It's been two weeks since my mother died. It is a miracle she survived for the past five years and every day was a blessing. See, Mom was a diabetic and she got gangrene and needed an amputation. But she also had a rash and "did not meet the criteria for surgery." So three Tulsa hospitals sent her home to die.
We didn't give up. I called a friend of mine who is a doctor in Oklahoma City and he had a team meet her in the ER at OU's Medical Center. They did not look for reasons to turn her away, but for ways to save her life. They succeeded.
I can fill the rest of this post with bitter and bittersweet stories of how universal insurance does not mean health care. I could share her painful last days. But instead, maybe I should tell you why she mattered.
Mom was a drunk. Nope, I am not exaggerating nor holding back. She was a drunk and she married a drunk and she hung out with a bunch of drunks. All of this creates a legacy I struggle to maintain and build upon.

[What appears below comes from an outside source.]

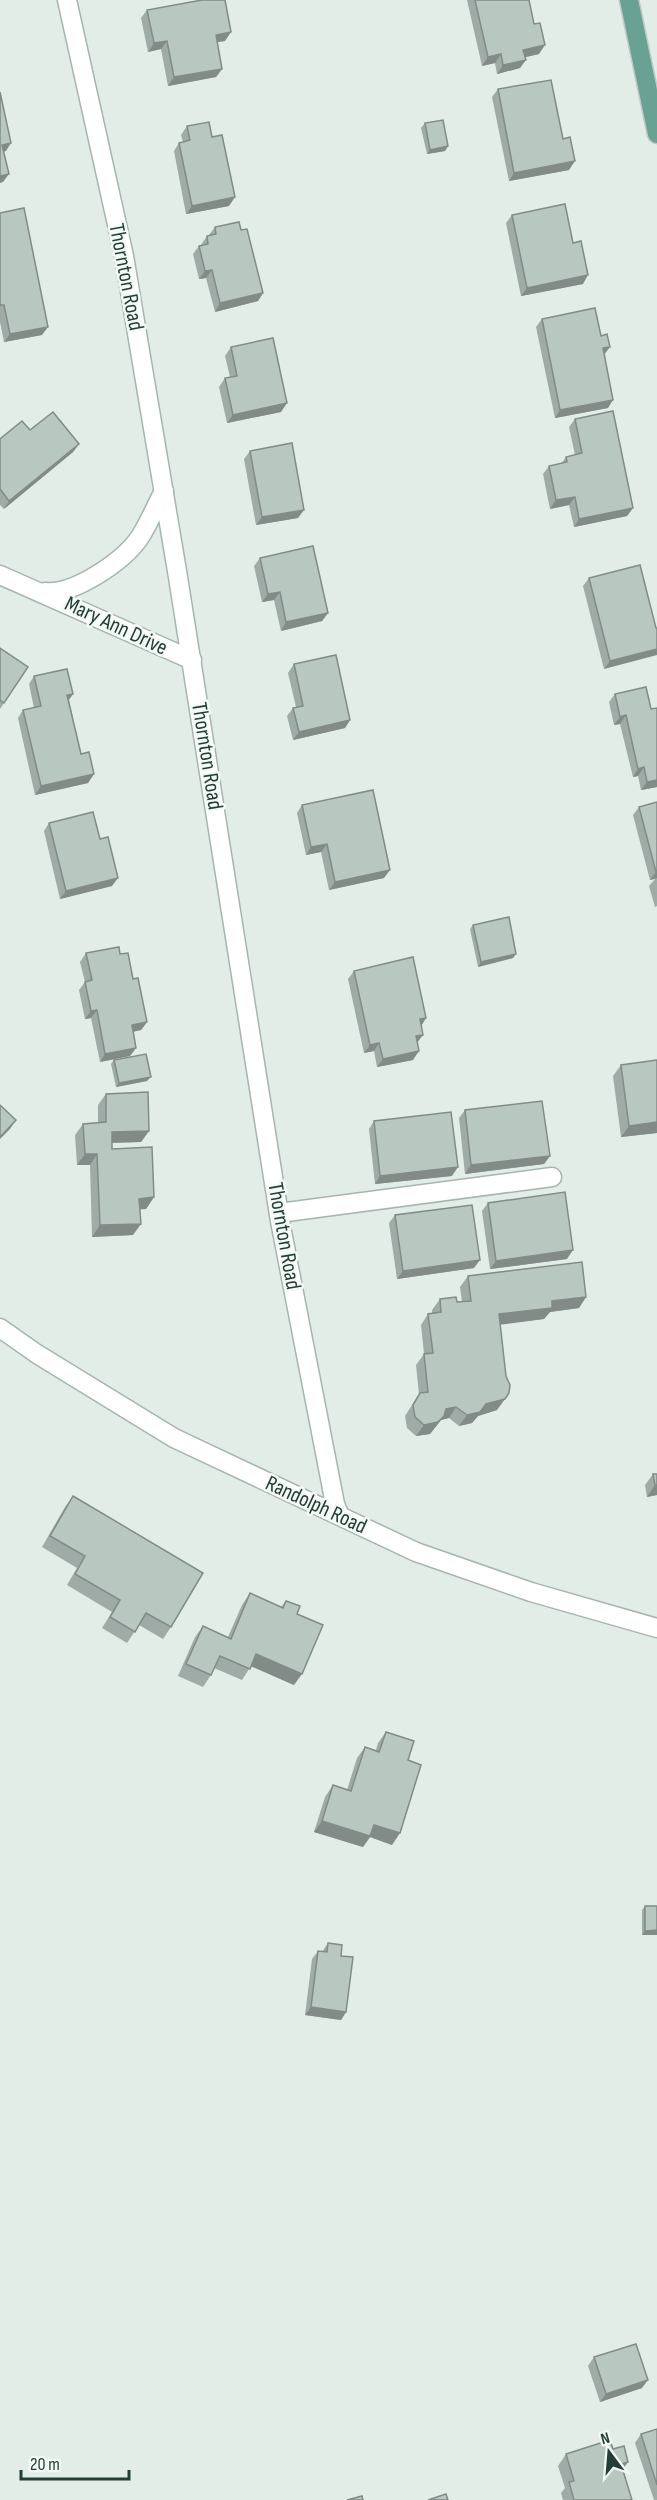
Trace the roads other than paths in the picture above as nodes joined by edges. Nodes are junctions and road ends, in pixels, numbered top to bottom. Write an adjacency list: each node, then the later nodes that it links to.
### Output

My mother came to the realization she had a drinking problem while I was in high school. I always I suspect I had a bit to do with that realization when I verbally struck out one morning when I had myself been partying with friends all night. I never knew for sure, but it seemed as if shortly after that she entered Alcoholics Anonymous. Mom got sober and stayed. Like a lot of reformed drinkers, Mom got the religion to save others and she dedicated the reminder of her life to help others break addictions.
She was always dragging people home, and waking up to find her TV stolen and checking account wiped out. Mom found out not everybody who joins AA really wants to keep from drinking or using drugs! Her brothers like to say she had to kiss a lot of toads to find a prince. She did finally find that prince and he stayed by her side to the end, offering all the things she had wanted and missed out of in life. Together she and her reformed drunk husband joined with a few others and bought an old church and fixed it up for AA and NA meetings. Ending the need to track down meetings at various churches, city buildings or basements. That building allowed people to go to meetings in the small community twice a day seven days a week if they wanted.
Off of the power of that volume recovery sessions the local District Judge wrote for and got a grant to start up a drug court that has saved the lives of thousands of people. This program worked so well he wrote for a grant for a family drug court to help even more people. That worked so well he added a mental health court and wants to add a juvenile drug court! This judge and the Director of the mental health clinic claim none of those program would be able to succeed without that church that hosts all of those meetings every day. And that place was started by my Mom.
Several years ago she came to a community meeting I had started for service agencies in the area, and asked if we could help. The building was run as a corporation with a board of directors that make decisions on the use and maintenance of the building. All of the old guard that had bought the building and maintained the property were dying off. They were in danger of closing the doors. Several of the directors of those agencies and myself started attending meetings. I am the only one of the service agency people still attending and have been appointed to a board position that does not require a vote.
Since that time even my mother quit the program she started, due to health problems and the high level of tobacco smoke in the meeting rooms. She saw how stressed I grew working with the group and she urged me to leave several times, but like her, I saw the bigger picture, and somehow, without ever attending an AA meeting, I had caught her need to help save others. A legacy from her to me. Nothing tangible, nothing I can sell or trade or even take a picture of for others to marvel over. But a legacy that is bigger than ourselves.
One week ago there was a memorial service held at that old church. The room filled out with generations of people who testified that their life was changed for the better because my mother either helped them stop drinking and using drugs, or helped their children stop drinking and/or using drugs, or even a few who said they would not be alive today if it weren't for that old church that now hosts two meetings a day, seven days a week.
It has been two weeks and just typing this post my throat is constricted to the point I can barely breathe and once again I find tears leaking down my face. I will miss my mother. But her loss is greater to the world than it is just to me. In the final weeks of her life she was back in the hospital again. Her body was bloated from retained fluids that diminished her heart capacity to 10%. We learned later that was terminal condition. I went to visit her after work, as I tried to do every night I was in town. She had a smile and seemed more at ease. She told me a nurse had come in to check on her and noticed the AA charm on her bracelet and admitted she had a drinking problem but had stopped going to meetings because of her work schedule.
Had it been me, I think I would have asked for a new nurse and not the admitted drunk in the failed recovery program. But Mom pushed her laptop computer aside, sucked in a deep breath of oxygen so she could talk and asked the nurse when her break was scheduled. See, anytime two or more alcoholics get together they can have a meeting. That is how lives are saved, one at a time by somebody who is also recovering, still addicted and fighting the urge to relapse.
Thirty years since she stopped drinking and Mom was literally reaching out on her death bed to help HER caregiver find sobriety. That was my Mother. She died two weeks ago on Father's Day.